Grimax

A JAX-native multi-agent grid world reinforcement learning library

Features

JAX-Native — All operations are pure JAX, fully JIT-compilable for maximum performance
Multi-Agent First — Designed from the ground up for multi-agent reinforcement learning (MARL)
Functional API — Explicit state management with no hidden side effects
Vectorizable — Full vmap support for parallel environment rollouts
Fair Collision Resolution — Random tie-breaking for agent collisions (not index-priority)
Beautiful Rendering — Sprite-based renderer using the 0x72 DungeonTileset II

Installation

# Basic installation
pip install grimax

# With GIF rendering support
pip install "grimax[gif]"

# Development installation
pip install "grimax[dev]"

From Source

git clone https://github.com/noahfarr/grimax.git
cd grimax
pip install -e .

Quick Start

import jax
import grimax

# Create a multi-agent environment
env = grimax.make("CooperativeButtonPress-v1")

# Initialize
key = jax.random.PRNGKey(42)
state, timestep = env.init(key)

# Run a step with actions for all agents
key, step_key = jax.random.split(key)
actions = jax.numpy.array([0, 1, 2])  # One action per agent
state, timestep = env.step(step_key, state, actions)

# Access results
observation = timestep.observation  # (num_agents, view_size, view_size, 3)
reward = timestep.reward            # (num_agents,)
done = timestep.done                # boolean

JIT Compilation & Vectorization

Grimax is designed for high-performance MARL research. Both init and step are fully JIT-compilable:

import jax
import grimax

env = grimax.make("CooperativeButtonPress-v1")

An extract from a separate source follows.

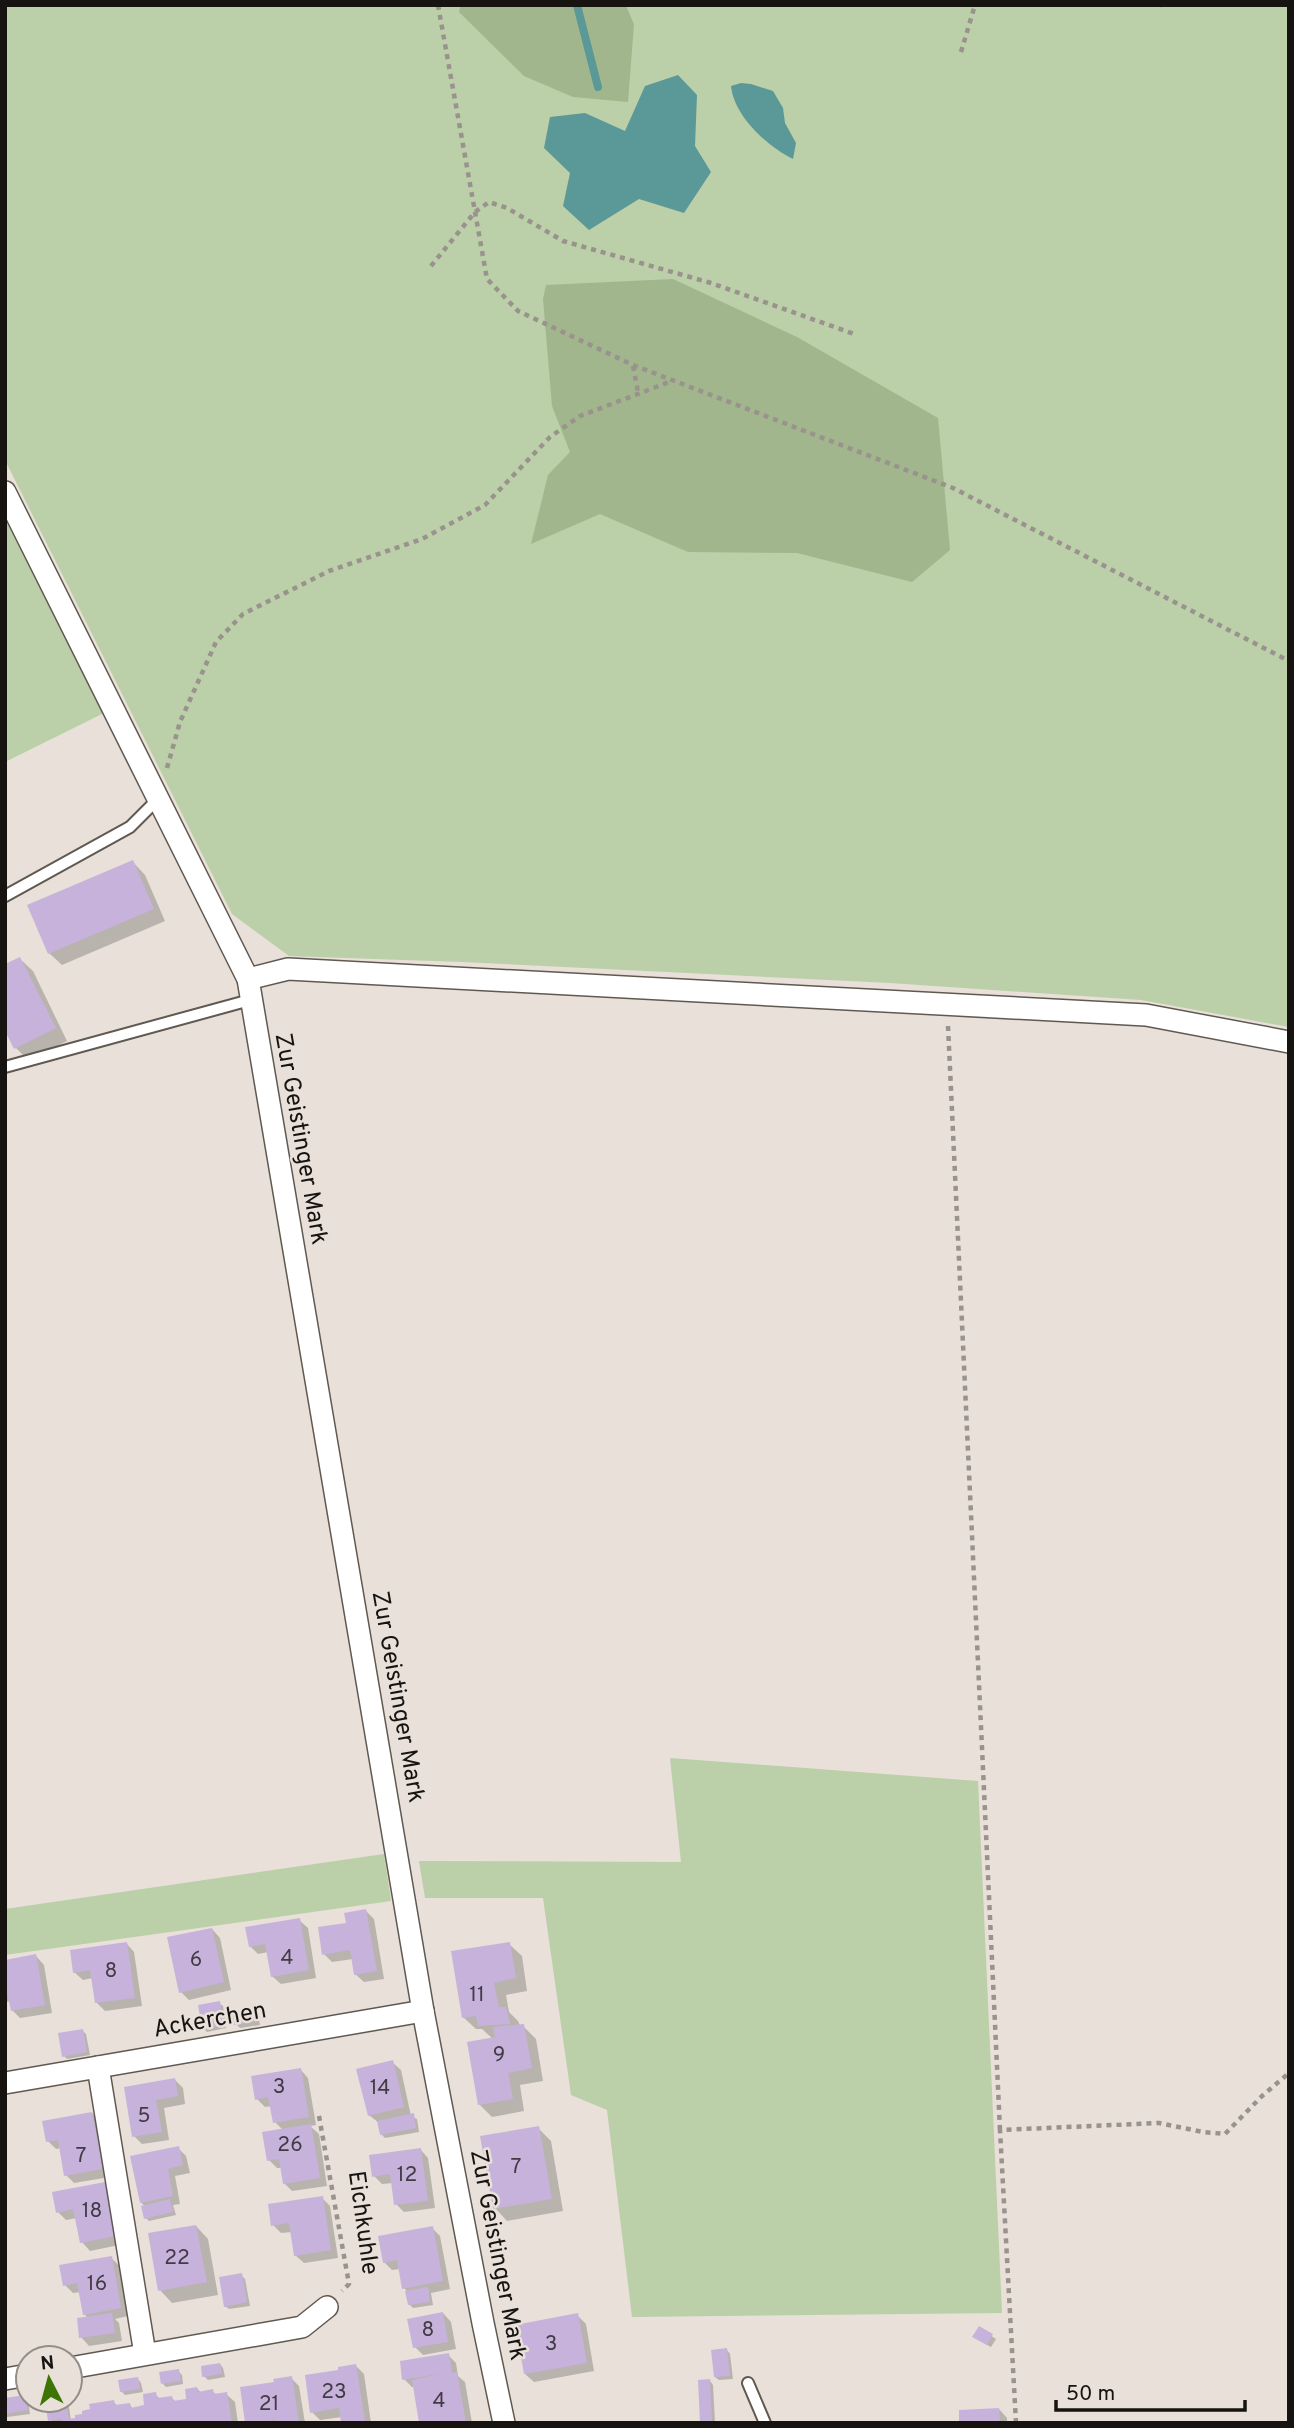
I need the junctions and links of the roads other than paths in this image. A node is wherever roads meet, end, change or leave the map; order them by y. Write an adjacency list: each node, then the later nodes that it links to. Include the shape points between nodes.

# JIT compile for faster execution
@jax.jit
def run_episode(key):
    state, timestep = env.init(key)

    def step_fn(carry, _):
        state, key = carry
        key, step_key, action_key = jax.random.split(key, 3)
        # Random actions for all agents
        actions = jax.random.randint(action_key, (3,), 0, 4)
        state, timestep = env.step(step_key, state, actions)
        return (state, key), timestep.reward.sum()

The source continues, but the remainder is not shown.